Liquid biopsy, being minimally invasive, allows longitudinal monitoring over time in healthy individuals of tissue progression events from normal to precancerous and eventually neoplastic conditions.

The genes analysed with the HELIXPAN test were selected based on current scientific literature, data from clinical studies, and guidelines provided by the NCCN (National Comprehensive Cancer Network).

HELIXPAN: Our Comprehensive Analysis

The HELIXPAN test is performed by analysing circulating nucleic acids (DNA and RNA) extracted from the patient’s plasma (cell-free total nucleic acid, cfTNA).
Specifically, the panel includes 52 genes and evaluates over 900 SNVs (single nucleotide variations), 12 CNV-gains (copy number increases), and 99 gene fusions. Additionally, for the MET gene, the test assesses the exon 14 splicing (skipping) mutation.

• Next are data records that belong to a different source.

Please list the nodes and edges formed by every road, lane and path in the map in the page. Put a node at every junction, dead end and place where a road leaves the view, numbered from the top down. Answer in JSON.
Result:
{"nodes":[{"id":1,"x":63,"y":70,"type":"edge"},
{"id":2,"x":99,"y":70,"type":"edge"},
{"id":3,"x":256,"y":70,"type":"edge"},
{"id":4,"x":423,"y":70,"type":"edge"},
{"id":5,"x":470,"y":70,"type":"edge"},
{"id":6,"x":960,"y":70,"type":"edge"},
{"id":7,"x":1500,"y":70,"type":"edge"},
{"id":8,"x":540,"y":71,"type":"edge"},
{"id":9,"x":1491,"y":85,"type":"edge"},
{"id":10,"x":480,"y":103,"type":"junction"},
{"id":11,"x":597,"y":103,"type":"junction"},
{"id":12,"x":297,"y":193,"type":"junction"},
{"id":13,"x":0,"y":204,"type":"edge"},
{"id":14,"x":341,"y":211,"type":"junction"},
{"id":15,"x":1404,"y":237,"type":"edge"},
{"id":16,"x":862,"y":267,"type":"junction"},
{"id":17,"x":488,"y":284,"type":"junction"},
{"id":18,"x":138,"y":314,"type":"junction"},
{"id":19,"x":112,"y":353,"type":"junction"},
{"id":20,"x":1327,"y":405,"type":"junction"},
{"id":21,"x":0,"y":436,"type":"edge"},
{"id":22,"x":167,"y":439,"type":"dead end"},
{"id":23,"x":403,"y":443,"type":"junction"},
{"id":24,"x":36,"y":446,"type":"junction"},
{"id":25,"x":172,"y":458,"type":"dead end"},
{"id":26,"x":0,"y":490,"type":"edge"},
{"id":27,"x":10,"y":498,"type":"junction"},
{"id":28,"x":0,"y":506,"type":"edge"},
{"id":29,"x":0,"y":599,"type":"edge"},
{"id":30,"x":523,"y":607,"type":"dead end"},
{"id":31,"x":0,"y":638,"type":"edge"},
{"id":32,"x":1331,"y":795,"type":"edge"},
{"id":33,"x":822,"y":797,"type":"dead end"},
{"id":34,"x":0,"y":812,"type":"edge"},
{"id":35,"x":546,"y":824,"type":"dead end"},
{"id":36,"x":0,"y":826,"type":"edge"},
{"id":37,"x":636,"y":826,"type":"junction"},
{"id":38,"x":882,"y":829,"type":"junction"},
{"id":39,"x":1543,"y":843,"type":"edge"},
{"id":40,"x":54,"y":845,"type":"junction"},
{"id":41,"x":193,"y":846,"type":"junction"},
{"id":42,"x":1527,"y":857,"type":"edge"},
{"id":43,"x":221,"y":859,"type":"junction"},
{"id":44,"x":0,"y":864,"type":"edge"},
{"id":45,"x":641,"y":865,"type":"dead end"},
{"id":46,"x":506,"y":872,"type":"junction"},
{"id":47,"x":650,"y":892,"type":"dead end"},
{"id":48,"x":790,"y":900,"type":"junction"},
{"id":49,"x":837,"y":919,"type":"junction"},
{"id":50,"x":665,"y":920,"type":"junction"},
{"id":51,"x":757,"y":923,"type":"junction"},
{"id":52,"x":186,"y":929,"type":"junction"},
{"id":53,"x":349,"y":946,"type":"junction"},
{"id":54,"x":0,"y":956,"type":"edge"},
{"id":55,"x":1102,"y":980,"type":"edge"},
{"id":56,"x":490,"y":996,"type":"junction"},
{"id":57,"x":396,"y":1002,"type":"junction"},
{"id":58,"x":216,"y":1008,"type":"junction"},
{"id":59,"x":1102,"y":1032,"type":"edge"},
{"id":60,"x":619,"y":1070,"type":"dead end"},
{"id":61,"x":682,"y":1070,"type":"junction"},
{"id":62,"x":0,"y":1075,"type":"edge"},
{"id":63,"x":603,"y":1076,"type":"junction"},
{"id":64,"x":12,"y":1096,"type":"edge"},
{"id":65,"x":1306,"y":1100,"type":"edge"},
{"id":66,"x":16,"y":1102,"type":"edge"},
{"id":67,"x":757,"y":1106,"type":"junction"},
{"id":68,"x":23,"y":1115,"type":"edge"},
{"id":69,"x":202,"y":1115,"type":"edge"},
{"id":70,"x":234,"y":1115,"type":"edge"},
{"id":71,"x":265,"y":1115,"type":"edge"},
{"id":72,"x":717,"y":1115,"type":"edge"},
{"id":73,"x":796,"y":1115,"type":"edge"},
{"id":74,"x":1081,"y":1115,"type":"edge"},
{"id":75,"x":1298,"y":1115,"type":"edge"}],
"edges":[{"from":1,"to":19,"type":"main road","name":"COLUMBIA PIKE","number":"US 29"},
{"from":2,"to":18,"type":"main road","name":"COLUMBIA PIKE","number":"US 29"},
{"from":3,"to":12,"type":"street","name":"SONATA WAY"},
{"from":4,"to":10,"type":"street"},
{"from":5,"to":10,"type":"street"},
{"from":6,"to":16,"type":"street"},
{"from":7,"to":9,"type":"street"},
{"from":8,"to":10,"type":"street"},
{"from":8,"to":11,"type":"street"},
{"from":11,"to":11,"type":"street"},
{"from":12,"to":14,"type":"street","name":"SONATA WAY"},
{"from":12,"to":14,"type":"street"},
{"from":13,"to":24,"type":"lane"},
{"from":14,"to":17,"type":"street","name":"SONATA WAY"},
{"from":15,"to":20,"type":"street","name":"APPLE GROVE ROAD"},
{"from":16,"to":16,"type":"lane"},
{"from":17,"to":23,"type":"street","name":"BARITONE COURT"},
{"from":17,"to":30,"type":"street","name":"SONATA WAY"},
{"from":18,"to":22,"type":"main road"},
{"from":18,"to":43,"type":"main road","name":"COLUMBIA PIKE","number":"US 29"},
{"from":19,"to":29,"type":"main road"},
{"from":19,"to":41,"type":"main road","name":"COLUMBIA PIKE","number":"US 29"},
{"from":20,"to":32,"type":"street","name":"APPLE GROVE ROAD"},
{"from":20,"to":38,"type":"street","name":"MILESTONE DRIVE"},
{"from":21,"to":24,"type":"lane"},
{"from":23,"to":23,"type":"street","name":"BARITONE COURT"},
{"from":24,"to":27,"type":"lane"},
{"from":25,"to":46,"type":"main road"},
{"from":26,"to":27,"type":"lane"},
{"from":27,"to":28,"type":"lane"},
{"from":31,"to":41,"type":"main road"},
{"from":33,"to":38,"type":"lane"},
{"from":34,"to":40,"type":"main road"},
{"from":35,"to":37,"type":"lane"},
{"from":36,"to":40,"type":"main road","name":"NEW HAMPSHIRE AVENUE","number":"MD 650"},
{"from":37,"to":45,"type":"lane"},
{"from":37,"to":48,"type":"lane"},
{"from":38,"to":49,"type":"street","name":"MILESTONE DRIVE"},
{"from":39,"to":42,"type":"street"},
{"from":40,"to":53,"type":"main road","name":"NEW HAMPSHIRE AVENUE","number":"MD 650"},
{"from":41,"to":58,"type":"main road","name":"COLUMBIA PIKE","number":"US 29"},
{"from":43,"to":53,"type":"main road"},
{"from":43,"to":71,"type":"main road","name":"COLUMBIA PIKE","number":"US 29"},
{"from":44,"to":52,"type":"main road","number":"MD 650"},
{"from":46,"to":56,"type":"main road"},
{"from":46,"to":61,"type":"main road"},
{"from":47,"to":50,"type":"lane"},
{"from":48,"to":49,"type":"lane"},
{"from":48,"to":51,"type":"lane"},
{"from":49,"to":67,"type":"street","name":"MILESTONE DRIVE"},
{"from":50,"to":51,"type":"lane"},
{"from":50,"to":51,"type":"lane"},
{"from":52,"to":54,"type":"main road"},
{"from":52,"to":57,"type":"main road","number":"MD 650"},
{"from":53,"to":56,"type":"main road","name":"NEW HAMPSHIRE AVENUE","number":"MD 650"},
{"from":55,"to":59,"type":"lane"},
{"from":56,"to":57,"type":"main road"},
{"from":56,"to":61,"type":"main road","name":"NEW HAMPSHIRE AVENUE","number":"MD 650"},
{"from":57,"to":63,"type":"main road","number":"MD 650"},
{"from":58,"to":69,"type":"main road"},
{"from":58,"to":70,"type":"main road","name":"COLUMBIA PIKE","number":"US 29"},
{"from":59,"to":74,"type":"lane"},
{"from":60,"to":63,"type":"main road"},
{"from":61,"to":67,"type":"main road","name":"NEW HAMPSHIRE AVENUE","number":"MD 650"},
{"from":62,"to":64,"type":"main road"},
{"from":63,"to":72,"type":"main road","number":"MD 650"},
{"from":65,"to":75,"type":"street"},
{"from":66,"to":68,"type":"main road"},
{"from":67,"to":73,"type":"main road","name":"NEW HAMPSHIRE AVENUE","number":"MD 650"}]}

  • Hotspot Genes (SNVs) and small insertions/deletions (indels): APC, AKT1, ALK, AR, ARAF, BRAF, CHEK2, CTNNB1, DDR2, EGFR, ERBB2, ERBB3, FBXW7, ESR1, FGFR1, FGFR2, FGFR3, FGFR4, FLT3, GNA11, GNAQ, GNAS, HRAS, IDH1, IDH2, KIT, KRAS, MAP2K1, MAP2K2, MET, MTOR, NRAS, NTRK1, NTRK3, PDGFRA, PIK3CA, PTEN, RAF1, RET, ROS1, SF3B1, SMAD4, SMO, TP53
  • Gene fusions: ALK, BRAF, ERG, ETV1, FGFR1, FGFR2, FGFR3, MET, NTRK1, NTRK3, RET, ROS1
  • De novo (non-hotspot) variants in TP53: The panel covers approximately 80% of the TP53 gene. Detected non-HS variants are reported if their allelic frequency is ≥ 1%.
  • MET exon 14 skipping
  • Copy number amplifications (CNAs): CCND1, CCND2, CCND3, CDK4, CDK6, EGFR, ERBB2, FGFR1, FGFR2, FGFR3, MET, MYC

Under optimal conditions, the test can detect sequence variants with an allelic frequency greater than 0.1%. The Limit Of Detection (LOD) achieved in the analysis for each patient is provided in the technical report.